• SOURCE RECORDS:
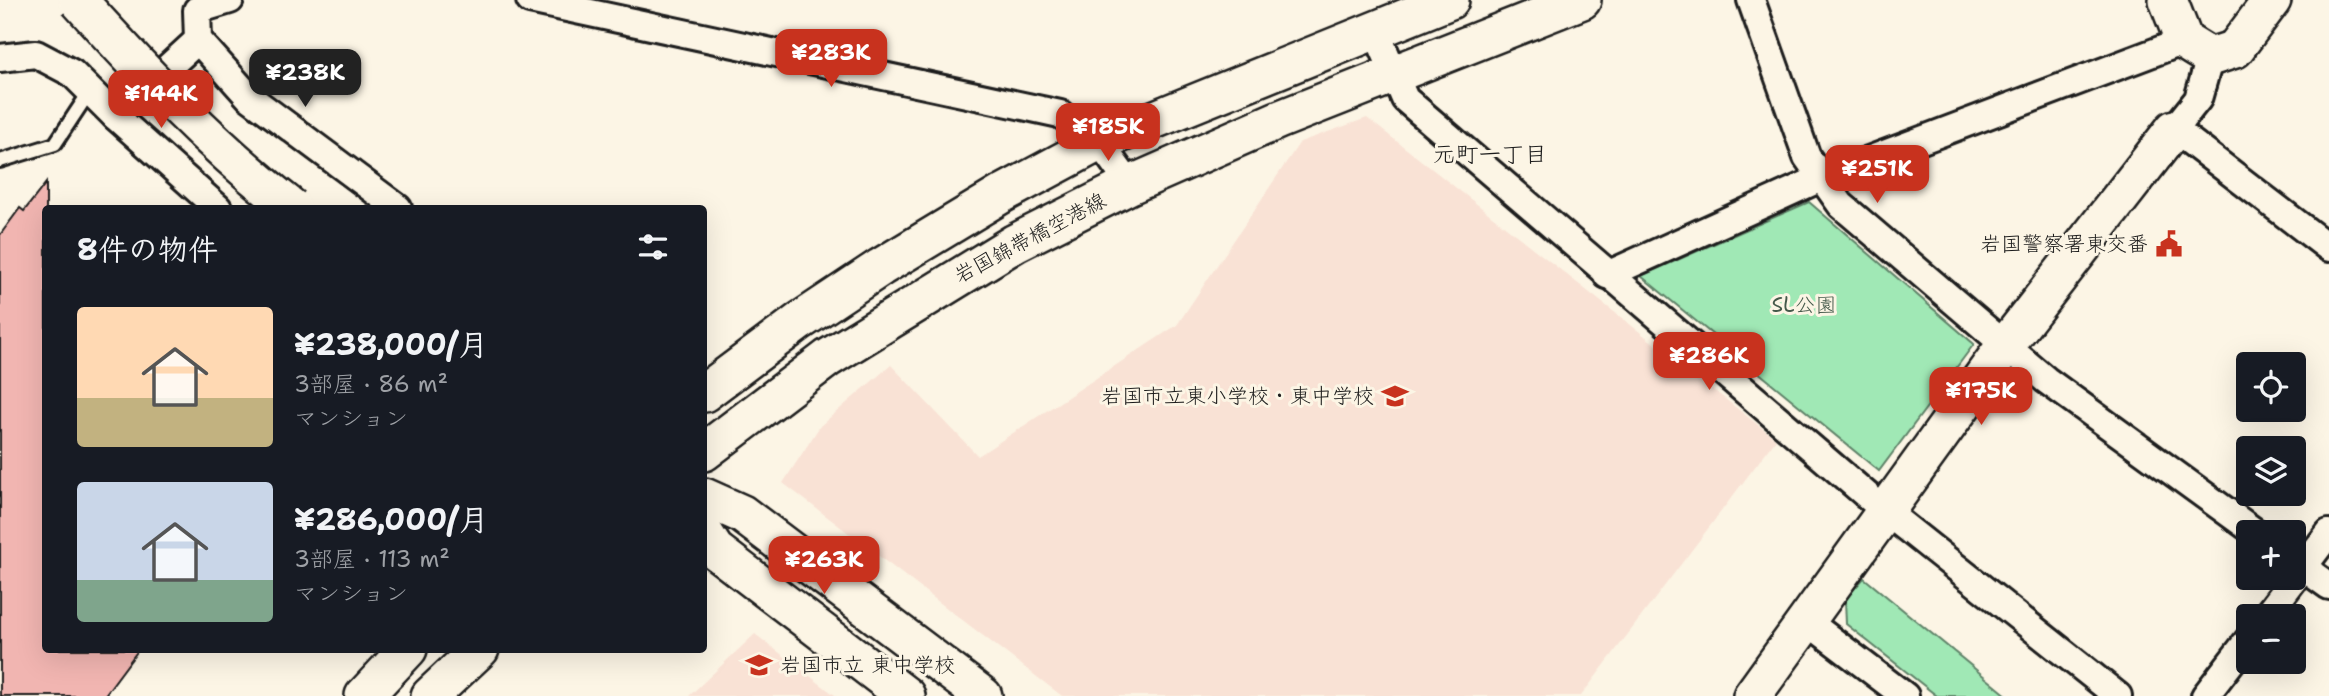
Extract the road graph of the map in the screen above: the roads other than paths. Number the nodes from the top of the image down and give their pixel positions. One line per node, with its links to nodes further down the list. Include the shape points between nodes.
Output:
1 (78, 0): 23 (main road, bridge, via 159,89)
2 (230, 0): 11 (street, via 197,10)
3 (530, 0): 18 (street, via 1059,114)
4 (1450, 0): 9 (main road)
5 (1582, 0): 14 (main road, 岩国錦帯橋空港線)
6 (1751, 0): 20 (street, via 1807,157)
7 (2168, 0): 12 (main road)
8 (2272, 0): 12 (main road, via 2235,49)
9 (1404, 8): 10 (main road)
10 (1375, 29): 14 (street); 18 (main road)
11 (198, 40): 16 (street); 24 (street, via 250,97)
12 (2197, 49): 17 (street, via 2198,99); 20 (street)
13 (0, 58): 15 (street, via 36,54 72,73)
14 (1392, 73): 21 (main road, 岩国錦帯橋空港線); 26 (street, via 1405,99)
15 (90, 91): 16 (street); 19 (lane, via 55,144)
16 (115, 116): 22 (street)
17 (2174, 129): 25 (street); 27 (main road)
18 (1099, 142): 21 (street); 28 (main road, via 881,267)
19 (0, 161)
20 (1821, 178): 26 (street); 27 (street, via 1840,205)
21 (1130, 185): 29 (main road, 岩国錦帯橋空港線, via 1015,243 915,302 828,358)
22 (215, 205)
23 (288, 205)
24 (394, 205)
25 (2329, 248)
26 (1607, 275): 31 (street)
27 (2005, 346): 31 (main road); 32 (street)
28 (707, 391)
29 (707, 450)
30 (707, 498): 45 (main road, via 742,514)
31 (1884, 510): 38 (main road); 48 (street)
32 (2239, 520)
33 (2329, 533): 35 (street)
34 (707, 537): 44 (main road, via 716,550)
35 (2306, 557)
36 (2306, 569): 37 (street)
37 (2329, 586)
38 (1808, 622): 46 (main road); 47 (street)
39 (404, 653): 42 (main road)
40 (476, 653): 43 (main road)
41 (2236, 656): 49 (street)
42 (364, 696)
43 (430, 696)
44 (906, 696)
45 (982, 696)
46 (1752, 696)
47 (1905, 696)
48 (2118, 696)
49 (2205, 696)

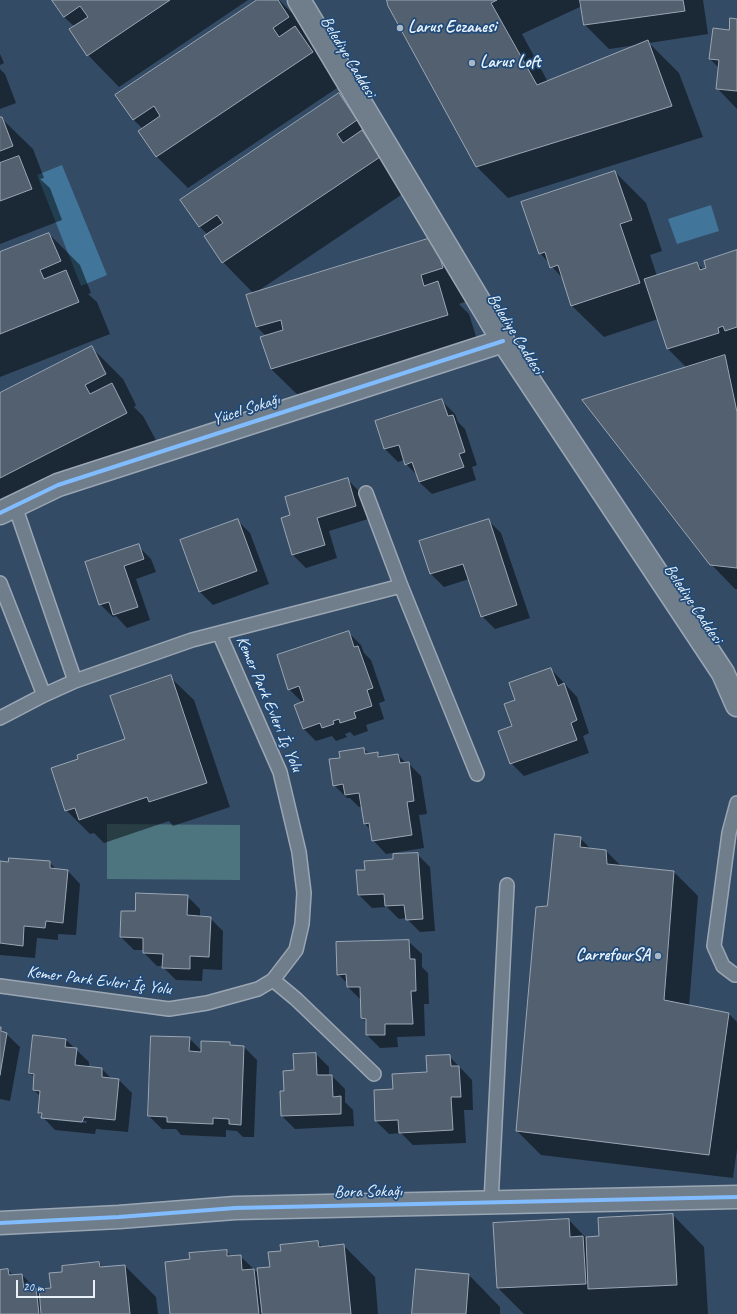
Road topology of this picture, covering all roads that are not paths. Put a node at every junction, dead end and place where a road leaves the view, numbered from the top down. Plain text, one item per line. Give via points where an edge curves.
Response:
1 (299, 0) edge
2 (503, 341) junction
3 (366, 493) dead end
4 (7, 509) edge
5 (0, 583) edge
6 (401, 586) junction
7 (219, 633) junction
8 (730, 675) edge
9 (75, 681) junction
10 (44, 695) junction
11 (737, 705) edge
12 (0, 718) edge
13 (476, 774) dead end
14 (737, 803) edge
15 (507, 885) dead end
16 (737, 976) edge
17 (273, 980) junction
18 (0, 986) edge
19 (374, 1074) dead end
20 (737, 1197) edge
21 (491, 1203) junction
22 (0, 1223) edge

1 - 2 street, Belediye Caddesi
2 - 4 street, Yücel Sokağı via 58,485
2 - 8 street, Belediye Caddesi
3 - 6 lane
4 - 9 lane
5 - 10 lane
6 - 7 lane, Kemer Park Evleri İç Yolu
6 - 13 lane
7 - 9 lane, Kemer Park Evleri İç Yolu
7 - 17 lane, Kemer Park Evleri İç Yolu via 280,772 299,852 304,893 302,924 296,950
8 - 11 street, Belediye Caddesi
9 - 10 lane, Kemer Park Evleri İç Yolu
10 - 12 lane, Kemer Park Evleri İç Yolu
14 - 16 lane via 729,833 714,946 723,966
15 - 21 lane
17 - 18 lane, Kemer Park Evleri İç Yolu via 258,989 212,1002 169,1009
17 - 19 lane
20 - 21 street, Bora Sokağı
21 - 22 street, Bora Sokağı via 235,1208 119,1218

==

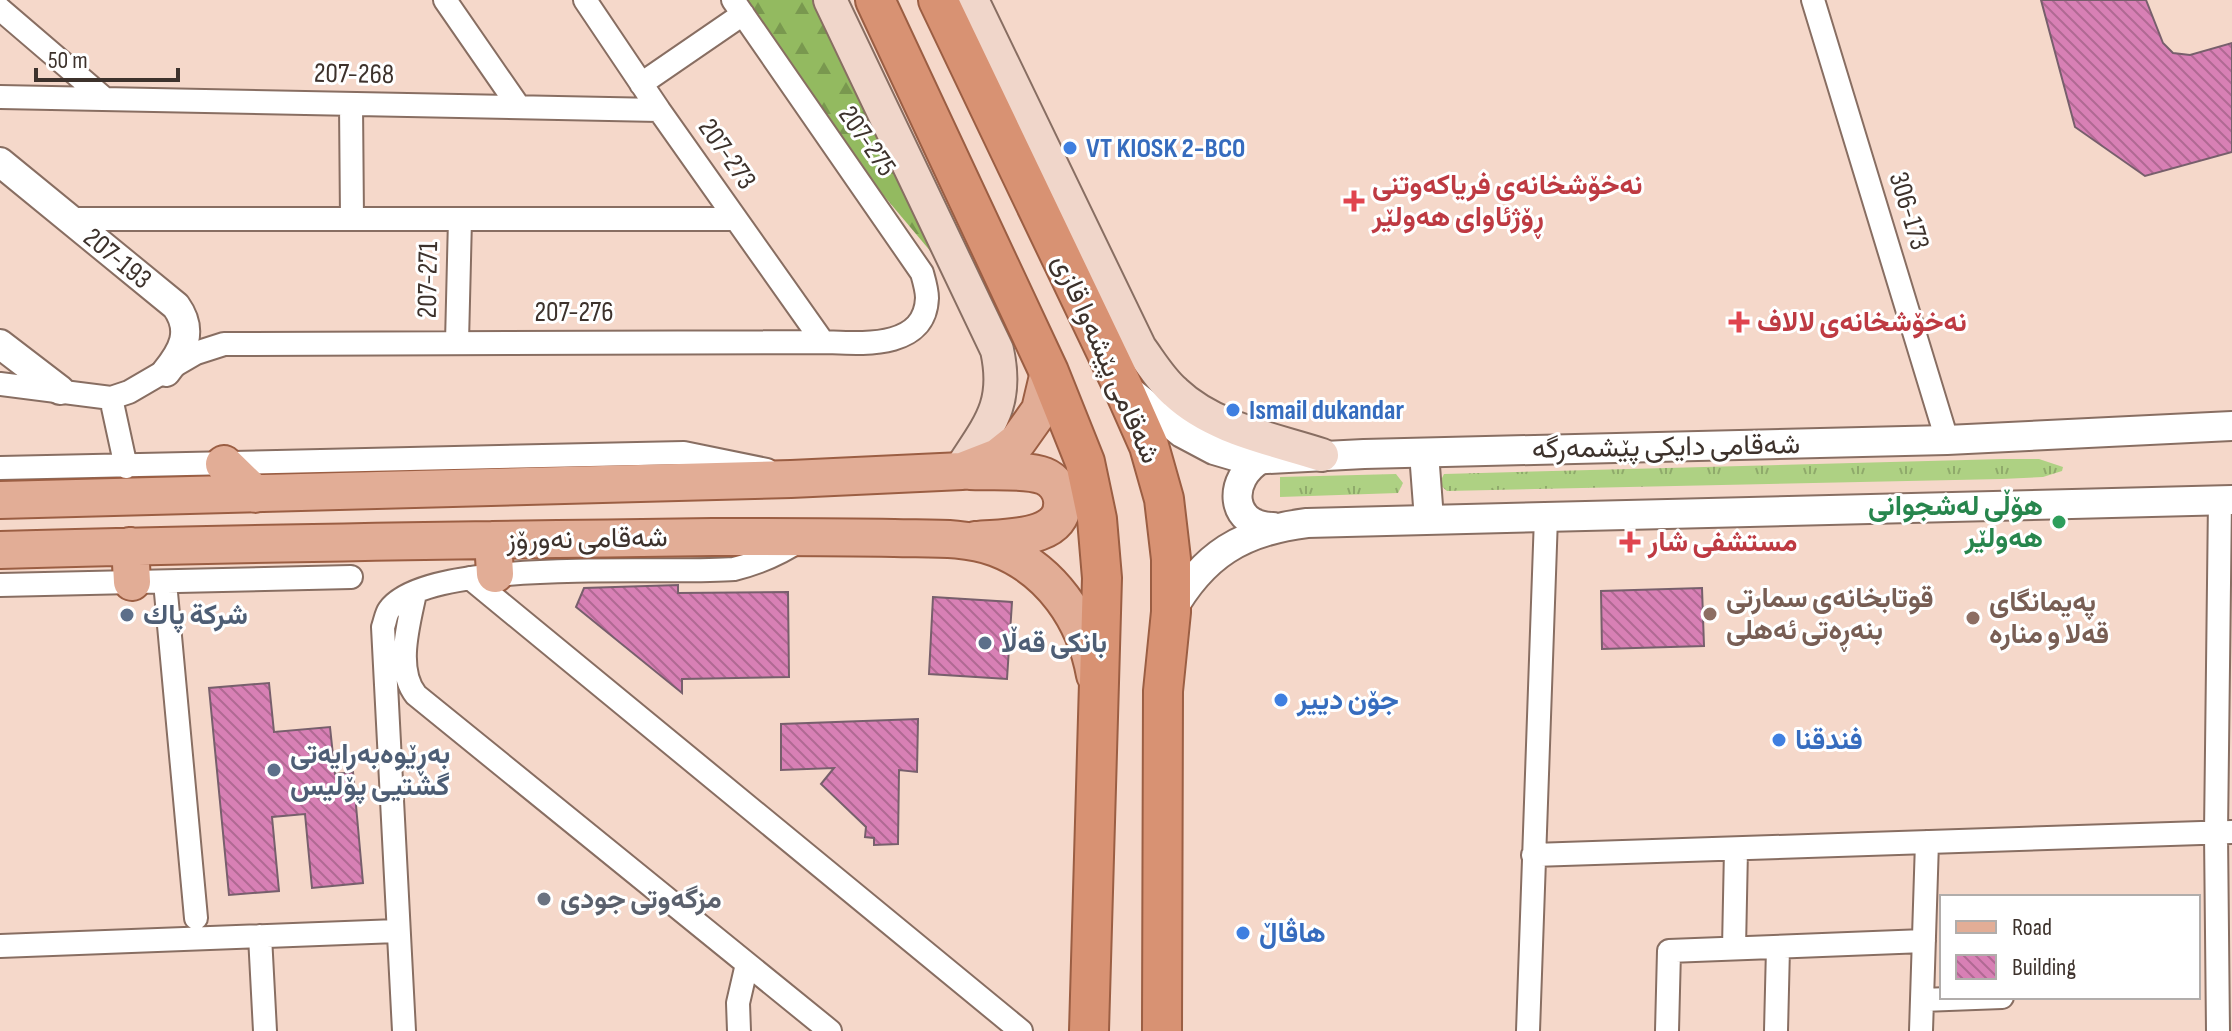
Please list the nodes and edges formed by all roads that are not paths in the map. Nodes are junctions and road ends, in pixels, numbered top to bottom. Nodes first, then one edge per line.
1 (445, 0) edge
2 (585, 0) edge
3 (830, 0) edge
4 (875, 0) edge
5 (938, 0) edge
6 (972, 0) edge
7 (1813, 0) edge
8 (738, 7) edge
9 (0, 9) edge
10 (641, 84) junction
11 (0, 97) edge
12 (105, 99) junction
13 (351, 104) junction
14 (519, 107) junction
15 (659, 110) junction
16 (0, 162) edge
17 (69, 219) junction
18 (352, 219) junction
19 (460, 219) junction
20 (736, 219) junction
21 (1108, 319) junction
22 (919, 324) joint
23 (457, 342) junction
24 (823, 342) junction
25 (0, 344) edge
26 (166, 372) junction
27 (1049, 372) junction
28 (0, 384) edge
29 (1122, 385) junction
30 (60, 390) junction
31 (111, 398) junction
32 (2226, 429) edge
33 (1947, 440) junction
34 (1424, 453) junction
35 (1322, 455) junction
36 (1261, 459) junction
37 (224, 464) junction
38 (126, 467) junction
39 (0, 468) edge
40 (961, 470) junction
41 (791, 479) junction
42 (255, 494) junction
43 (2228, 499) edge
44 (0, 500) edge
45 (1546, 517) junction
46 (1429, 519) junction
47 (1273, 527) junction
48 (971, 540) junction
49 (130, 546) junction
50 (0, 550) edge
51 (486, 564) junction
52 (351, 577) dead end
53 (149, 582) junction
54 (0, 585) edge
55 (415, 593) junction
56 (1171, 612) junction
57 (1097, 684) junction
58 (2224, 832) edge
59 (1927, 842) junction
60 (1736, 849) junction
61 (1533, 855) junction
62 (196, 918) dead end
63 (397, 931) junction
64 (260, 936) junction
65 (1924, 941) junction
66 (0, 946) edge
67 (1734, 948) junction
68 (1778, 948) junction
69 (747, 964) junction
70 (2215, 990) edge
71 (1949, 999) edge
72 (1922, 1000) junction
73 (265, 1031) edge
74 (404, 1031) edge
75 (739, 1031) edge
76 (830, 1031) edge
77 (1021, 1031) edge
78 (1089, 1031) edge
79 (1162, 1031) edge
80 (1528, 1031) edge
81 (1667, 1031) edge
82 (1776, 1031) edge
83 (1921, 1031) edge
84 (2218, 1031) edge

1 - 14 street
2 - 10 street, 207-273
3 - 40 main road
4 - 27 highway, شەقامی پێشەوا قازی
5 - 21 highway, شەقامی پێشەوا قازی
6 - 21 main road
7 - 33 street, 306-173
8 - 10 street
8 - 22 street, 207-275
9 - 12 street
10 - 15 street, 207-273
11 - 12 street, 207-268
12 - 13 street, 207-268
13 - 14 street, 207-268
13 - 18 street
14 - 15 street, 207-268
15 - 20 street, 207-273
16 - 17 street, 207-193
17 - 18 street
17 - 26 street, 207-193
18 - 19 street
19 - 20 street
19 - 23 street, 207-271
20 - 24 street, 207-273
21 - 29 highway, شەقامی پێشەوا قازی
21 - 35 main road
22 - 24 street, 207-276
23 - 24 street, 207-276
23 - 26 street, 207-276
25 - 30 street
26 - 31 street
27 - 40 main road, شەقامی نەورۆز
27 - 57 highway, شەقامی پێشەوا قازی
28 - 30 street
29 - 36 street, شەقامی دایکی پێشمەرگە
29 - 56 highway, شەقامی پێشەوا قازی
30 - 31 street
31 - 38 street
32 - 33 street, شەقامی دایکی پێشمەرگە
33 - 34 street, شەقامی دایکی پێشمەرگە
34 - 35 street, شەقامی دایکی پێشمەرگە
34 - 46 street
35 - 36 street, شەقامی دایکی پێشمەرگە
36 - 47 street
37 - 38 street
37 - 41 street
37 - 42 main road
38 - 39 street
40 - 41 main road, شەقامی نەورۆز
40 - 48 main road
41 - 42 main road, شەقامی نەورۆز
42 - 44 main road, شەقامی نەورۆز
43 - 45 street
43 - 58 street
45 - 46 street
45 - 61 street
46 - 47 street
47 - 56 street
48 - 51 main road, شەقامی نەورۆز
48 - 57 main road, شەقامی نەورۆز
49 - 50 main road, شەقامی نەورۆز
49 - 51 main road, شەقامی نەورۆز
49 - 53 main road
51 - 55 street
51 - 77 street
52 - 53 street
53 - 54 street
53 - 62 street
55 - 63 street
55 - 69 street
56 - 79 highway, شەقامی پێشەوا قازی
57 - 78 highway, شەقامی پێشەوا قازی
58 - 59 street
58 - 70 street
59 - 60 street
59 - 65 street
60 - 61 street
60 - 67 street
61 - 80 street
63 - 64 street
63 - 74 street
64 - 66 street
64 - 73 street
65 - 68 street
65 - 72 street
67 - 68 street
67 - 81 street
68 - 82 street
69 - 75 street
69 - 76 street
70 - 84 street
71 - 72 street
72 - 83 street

• EXERCISE AIM:
Lines holding the word "Yolu" in the entries above are the ones to pull out. Copy them all.

• TASK OUTPUT:
6 - 7 lane, Kemer Park Evleri İç Yolu
7 - 9 lane, Kemer Park Evleri İç Yolu
7 - 17 lane, Kemer Park Evleri İç Yolu via 280,772 299,852 304,893 302,924 296,950
9 - 10 lane, Kemer Park Evleri İç Yolu
10 - 12 lane, Kemer Park Evleri İç Yolu
17 - 18 lane, Kemer Park Evleri İç Yolu via 258,989 212,1002 169,1009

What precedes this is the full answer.